The adaptive Gaussian mixture filter (AGM) was introduced as a robust filter technique for large-scale applications and an alternative to the well-known ensemble Kalman filter (EnKF). It consists of two analysis steps, one linear update and one weighting/resampling step. The bias of AGM is determined by two parameters, one adaptive weight parameter (forcing the weights to be more uniform to avoid filter collapse) and one predetermined bandwidth parameter which decides the size of the linear update. It has been shown that if the adaptive parameter approaches one and the bandwidth parameter decreases, as an increasing function of the sample size, the filter can achieve asymptotic optimality. For large-scale applications with a limited sample size, the filter solution may be far from optimal as the adaptive parameter gets close to zero depending on how well the samples from the prior distribution match the data. The bandwidth parameter must often be selected significantly different from zero in order to make large enough linear updates to match the data, at the expense of bias in the estimates.
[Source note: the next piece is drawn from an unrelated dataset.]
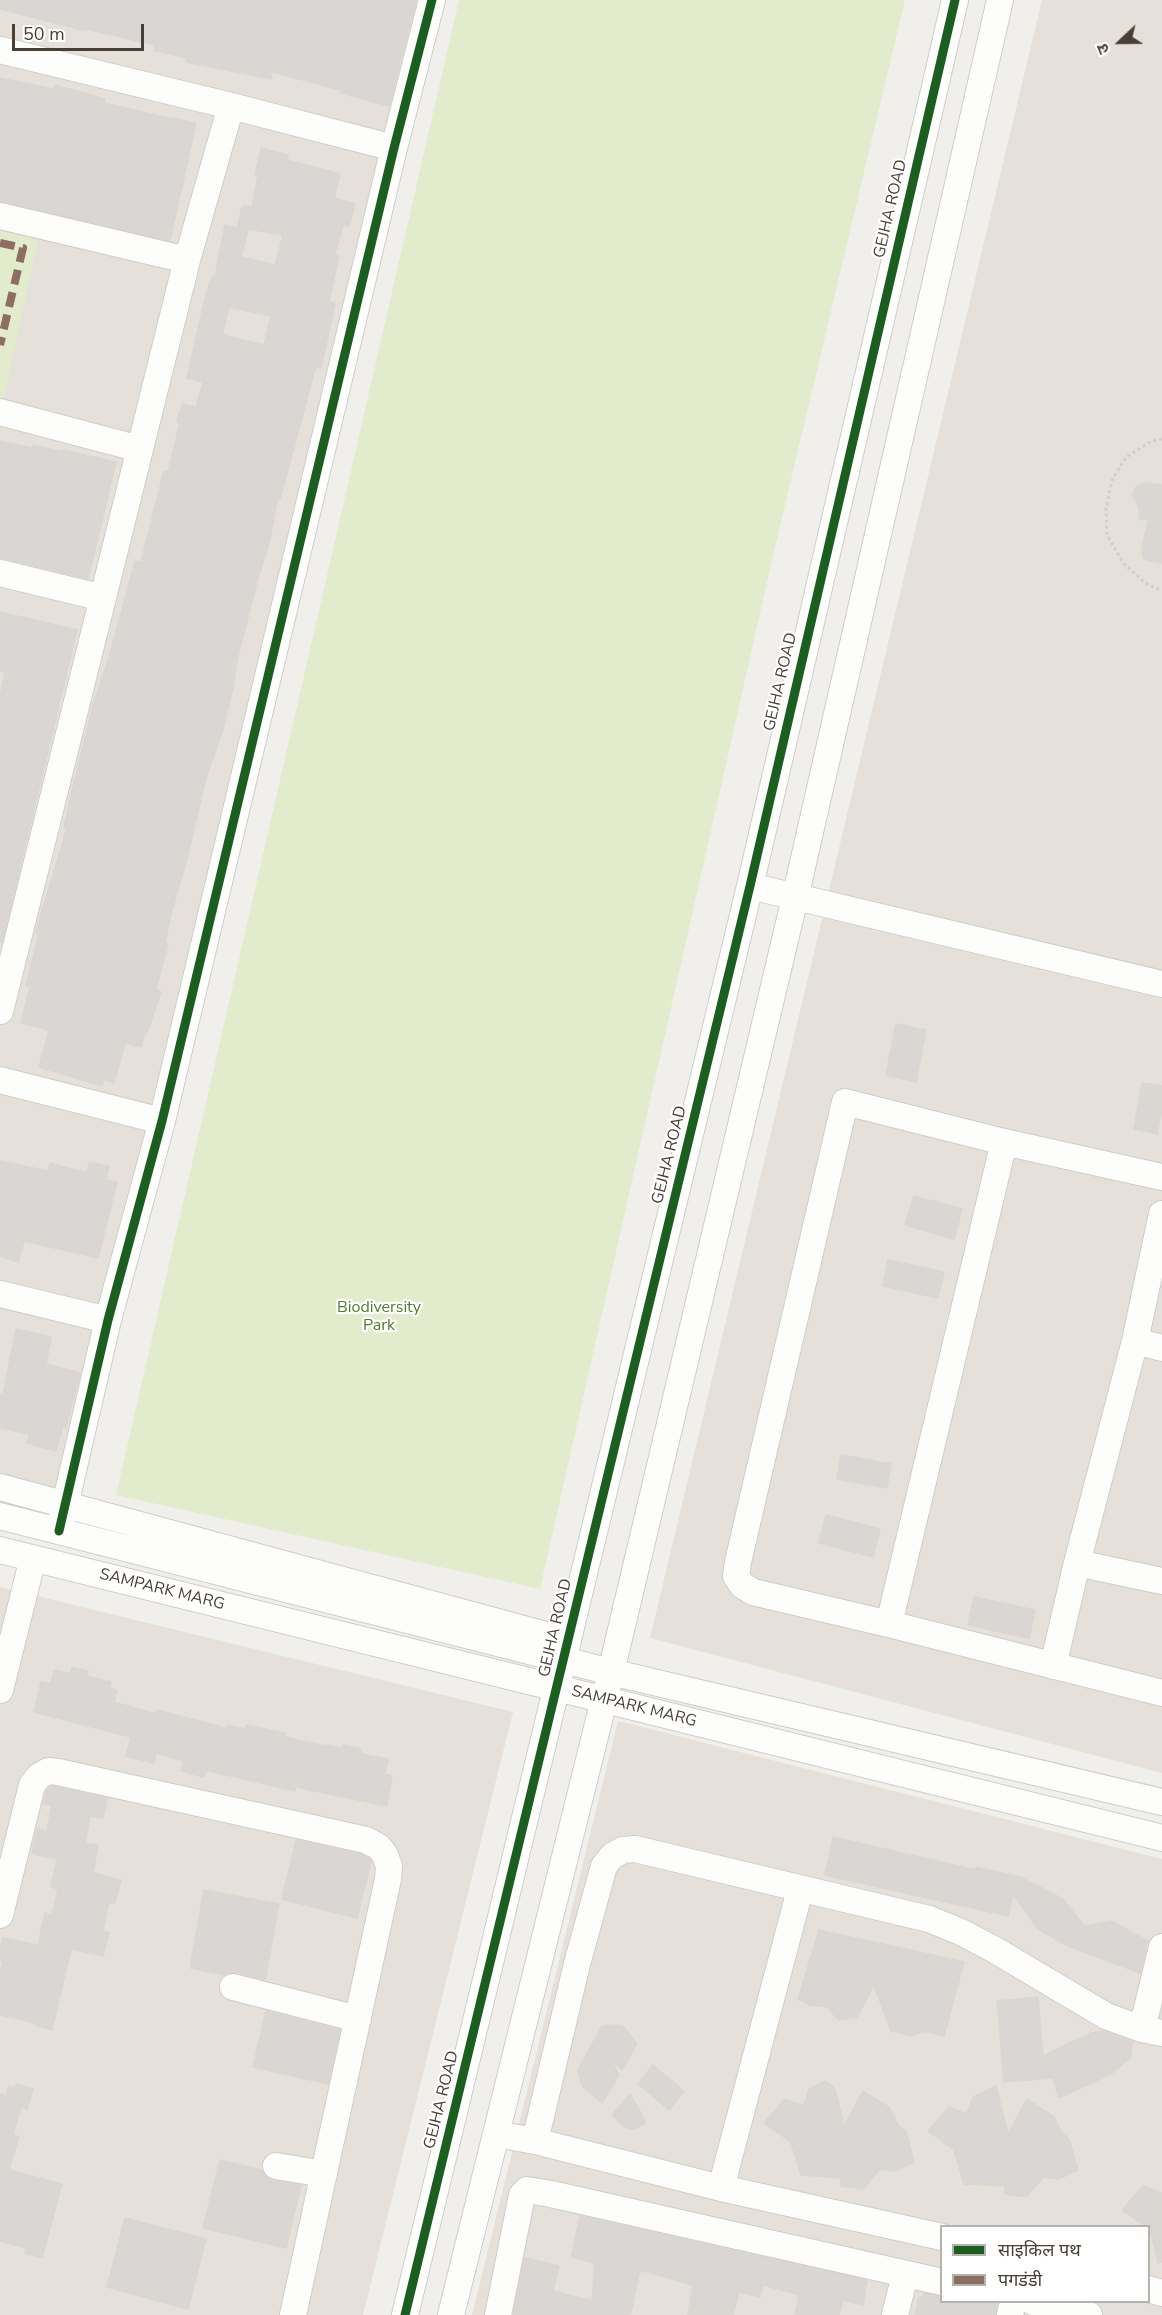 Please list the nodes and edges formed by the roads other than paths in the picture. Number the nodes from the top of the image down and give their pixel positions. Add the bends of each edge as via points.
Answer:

In the iterative AGM we introduce here, we take advantage of the fact that the history matching problem is usually estimation of parameters and initial conditions. If the prior distribution of initial conditions and parameters is close to the posterior distribution, it is possible to match the historical data with a small bandwidth parameter and an adaptive weight parameter that gets close to one. Hence, the bias of the filter solution is small. In order to obtain this scenario, we iteratively run the AGM throughout the data history with a very small bandwidth to create a new prior distribution from the updated samples after each iteration. After a few iterations, nearly all samples from the previous iteration match the data, and the above scenario is achieved. A simple toy problem shows that it is possible to reconstruct the true posterior distribution using the iterative version of the AGM. Then a 2D synthetic reservoir is revisited to demonstrate the potential of the new method on large-scale problems.